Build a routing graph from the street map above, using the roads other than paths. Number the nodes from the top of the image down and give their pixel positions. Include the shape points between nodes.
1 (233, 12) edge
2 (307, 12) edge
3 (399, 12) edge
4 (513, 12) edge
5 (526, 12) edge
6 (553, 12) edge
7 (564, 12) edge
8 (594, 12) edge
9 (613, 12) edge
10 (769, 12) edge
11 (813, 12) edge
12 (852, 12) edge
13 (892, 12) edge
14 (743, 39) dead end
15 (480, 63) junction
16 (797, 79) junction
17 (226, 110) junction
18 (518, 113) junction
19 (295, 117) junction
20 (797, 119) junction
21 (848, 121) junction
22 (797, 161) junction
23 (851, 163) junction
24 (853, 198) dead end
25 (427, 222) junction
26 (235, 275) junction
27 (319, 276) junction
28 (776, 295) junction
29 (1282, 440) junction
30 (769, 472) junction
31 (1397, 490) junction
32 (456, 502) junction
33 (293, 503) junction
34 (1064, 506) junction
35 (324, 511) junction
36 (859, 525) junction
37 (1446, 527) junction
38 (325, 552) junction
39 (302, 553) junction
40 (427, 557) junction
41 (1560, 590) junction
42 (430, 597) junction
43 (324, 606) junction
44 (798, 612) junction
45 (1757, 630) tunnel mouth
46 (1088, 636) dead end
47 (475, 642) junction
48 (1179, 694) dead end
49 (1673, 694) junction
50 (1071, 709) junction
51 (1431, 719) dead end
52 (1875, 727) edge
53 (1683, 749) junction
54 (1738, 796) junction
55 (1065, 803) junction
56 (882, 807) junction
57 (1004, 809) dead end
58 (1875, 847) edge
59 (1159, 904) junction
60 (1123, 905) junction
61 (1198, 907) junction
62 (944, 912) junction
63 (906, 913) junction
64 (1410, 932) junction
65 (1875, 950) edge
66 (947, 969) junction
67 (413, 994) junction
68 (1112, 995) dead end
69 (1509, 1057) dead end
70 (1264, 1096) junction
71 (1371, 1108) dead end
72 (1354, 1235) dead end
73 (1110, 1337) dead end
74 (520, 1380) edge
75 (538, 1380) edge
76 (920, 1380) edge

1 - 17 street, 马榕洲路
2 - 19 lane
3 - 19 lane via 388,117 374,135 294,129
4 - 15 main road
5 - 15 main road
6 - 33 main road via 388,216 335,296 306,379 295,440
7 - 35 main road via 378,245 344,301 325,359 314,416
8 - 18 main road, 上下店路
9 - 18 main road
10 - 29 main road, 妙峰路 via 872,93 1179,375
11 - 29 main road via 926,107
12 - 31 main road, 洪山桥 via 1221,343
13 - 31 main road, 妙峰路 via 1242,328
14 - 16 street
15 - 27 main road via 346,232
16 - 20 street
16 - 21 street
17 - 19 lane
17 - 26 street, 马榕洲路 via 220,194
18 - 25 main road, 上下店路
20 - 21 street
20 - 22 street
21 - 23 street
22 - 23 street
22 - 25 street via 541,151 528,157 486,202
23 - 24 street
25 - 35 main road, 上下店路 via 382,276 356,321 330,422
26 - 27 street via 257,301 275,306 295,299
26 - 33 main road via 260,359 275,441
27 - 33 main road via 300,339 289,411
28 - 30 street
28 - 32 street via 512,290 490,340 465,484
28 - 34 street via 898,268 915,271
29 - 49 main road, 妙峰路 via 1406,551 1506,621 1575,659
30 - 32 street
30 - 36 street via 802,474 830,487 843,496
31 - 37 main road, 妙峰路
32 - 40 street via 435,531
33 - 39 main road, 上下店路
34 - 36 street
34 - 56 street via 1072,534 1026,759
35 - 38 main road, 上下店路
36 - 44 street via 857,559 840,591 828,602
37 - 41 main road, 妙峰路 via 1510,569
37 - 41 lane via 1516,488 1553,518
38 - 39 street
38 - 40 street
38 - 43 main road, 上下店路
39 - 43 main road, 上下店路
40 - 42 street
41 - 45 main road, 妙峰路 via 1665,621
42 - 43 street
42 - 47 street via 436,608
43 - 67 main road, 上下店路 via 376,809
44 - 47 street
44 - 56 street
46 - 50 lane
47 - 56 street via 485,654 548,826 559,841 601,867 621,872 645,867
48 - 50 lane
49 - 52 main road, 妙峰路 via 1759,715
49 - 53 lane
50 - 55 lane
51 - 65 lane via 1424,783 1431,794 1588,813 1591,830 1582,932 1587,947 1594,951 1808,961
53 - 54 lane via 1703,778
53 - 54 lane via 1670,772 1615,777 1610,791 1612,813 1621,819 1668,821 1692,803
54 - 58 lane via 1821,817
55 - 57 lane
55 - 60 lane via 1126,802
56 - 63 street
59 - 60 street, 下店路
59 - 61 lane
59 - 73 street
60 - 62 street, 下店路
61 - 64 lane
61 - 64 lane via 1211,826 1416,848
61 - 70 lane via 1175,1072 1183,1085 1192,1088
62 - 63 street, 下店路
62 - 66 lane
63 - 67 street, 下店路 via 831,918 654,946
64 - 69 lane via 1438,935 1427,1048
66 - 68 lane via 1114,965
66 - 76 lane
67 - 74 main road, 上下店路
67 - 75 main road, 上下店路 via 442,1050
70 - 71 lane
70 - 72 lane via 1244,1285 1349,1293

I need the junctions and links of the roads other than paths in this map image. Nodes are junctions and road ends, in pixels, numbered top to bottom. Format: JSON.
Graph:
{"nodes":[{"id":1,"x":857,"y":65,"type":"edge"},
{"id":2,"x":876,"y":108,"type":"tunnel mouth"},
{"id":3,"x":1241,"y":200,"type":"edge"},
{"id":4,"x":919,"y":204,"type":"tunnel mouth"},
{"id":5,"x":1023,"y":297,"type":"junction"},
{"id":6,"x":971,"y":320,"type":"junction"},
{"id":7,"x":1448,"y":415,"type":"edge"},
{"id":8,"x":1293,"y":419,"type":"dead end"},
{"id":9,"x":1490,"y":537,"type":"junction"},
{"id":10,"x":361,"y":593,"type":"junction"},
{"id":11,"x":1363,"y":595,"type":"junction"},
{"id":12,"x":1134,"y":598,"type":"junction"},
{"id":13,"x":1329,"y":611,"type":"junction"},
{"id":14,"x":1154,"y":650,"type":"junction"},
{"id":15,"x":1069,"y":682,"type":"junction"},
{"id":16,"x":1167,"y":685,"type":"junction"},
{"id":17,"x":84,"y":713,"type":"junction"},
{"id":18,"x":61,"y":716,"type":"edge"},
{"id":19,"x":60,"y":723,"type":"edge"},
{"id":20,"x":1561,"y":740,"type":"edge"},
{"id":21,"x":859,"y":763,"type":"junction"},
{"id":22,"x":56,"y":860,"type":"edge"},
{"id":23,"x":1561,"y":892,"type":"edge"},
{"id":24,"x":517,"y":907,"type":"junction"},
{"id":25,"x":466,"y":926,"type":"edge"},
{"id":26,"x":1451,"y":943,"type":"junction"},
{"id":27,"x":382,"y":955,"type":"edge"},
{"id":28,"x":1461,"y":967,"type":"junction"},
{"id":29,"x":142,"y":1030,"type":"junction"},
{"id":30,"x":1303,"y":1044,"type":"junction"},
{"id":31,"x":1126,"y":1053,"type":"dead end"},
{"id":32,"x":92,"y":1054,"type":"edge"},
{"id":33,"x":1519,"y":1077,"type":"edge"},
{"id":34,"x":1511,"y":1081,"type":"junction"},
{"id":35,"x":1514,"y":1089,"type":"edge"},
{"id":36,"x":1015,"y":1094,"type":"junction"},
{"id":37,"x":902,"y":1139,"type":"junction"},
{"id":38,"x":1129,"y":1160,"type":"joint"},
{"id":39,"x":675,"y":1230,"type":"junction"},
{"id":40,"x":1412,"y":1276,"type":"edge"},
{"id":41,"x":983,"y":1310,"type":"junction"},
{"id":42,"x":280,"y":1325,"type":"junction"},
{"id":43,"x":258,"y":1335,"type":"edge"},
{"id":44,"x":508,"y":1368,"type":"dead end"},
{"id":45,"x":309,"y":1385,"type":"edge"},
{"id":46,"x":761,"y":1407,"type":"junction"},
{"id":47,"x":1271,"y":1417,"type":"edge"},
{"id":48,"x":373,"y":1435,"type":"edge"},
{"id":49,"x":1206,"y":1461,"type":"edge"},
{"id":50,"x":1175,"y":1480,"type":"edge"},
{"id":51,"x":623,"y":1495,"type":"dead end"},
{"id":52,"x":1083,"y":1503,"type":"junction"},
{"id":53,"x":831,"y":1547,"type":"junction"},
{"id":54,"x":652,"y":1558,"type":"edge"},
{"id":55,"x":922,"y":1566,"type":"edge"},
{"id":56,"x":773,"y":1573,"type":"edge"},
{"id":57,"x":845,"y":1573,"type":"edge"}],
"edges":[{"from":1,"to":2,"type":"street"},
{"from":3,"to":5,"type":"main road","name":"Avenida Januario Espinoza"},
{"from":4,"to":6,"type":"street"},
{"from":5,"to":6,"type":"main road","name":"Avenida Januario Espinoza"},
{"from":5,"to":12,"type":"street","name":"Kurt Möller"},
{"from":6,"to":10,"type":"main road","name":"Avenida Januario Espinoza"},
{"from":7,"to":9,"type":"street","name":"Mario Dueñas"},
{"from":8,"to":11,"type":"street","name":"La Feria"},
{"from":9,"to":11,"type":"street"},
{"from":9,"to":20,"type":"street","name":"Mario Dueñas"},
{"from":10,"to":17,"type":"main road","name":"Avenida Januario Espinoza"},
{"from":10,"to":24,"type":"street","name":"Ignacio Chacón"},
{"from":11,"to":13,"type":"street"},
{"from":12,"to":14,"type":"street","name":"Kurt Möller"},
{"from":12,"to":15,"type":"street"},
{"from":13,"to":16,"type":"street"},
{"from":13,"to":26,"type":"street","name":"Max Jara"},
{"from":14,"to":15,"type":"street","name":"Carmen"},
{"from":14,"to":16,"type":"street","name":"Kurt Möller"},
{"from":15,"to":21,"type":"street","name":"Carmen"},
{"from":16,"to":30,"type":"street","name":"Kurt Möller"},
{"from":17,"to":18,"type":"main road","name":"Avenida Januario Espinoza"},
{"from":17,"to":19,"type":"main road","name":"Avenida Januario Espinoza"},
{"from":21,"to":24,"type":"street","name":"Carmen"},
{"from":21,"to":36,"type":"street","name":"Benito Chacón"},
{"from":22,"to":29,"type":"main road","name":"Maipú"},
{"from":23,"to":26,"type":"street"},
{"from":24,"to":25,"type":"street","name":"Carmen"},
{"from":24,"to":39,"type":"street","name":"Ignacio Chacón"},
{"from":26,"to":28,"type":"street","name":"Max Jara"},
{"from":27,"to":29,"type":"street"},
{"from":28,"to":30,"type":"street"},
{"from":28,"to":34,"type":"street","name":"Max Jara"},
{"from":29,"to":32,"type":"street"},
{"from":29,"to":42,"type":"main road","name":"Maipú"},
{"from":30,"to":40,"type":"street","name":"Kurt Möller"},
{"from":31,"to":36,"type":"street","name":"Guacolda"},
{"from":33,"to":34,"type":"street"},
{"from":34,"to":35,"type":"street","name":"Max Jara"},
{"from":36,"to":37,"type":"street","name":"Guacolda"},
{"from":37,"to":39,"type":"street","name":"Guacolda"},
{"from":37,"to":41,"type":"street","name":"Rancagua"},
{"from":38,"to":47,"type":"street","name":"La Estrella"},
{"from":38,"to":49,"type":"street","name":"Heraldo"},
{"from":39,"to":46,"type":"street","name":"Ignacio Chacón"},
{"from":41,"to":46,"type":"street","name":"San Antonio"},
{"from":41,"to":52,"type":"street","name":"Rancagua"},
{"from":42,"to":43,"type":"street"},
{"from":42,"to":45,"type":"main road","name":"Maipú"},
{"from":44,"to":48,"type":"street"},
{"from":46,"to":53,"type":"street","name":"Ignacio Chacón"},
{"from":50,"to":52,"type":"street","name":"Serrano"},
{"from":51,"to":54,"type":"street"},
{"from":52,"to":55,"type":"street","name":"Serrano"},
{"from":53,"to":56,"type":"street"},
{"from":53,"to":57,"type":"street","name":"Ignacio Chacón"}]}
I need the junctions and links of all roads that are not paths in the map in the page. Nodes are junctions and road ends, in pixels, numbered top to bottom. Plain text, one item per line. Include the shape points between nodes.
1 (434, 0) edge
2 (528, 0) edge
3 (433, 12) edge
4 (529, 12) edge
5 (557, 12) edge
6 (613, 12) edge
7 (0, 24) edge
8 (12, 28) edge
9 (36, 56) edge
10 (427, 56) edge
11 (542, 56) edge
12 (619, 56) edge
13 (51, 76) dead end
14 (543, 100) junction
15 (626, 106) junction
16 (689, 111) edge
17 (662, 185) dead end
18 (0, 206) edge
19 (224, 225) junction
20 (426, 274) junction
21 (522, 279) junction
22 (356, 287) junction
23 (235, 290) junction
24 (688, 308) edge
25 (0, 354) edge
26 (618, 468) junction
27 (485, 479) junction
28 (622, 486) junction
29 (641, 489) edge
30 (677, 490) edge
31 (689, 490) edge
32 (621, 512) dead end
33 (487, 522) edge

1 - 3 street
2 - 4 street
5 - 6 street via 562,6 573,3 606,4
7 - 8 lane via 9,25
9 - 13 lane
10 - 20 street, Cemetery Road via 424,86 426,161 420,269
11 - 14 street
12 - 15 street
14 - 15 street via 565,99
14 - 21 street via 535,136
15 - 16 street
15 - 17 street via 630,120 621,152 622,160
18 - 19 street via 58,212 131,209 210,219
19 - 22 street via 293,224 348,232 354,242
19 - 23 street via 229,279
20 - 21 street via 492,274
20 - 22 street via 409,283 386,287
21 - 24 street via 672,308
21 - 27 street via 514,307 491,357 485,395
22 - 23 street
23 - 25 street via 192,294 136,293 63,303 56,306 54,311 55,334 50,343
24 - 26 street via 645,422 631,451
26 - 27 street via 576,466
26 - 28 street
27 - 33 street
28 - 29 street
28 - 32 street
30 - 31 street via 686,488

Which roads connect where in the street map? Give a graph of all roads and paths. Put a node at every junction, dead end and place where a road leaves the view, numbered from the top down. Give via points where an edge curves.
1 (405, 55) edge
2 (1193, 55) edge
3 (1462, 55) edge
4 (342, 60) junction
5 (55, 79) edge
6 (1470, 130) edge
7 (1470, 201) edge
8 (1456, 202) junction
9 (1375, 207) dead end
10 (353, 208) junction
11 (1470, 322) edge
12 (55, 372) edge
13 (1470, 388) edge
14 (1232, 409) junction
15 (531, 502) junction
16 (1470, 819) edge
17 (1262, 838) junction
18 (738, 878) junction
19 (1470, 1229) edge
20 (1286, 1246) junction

▸ EXERCISE AIM:
Look through the entries and find each line that has the string "numbered". Copy those lines.

▸ TASK RESPONSE:
I need the junctions and links of the roads other than paths in this map image. Nodes are junctions and road ends, in pixels, numbered top to bottom. Format: JSON.
I need the junctions and links of all roads that are not paths in the map in the page. Nodes are junctions and road ends, in pixels, numbered top to bottom. Plain text, one item per line. Include the shape points between nodes.
Which roads connect where in the street map? Give a graph of all roads and paths. Put a node at every junction, dead end and place where a road leaves the view, numbered from the top down. Give via points where an edge curves.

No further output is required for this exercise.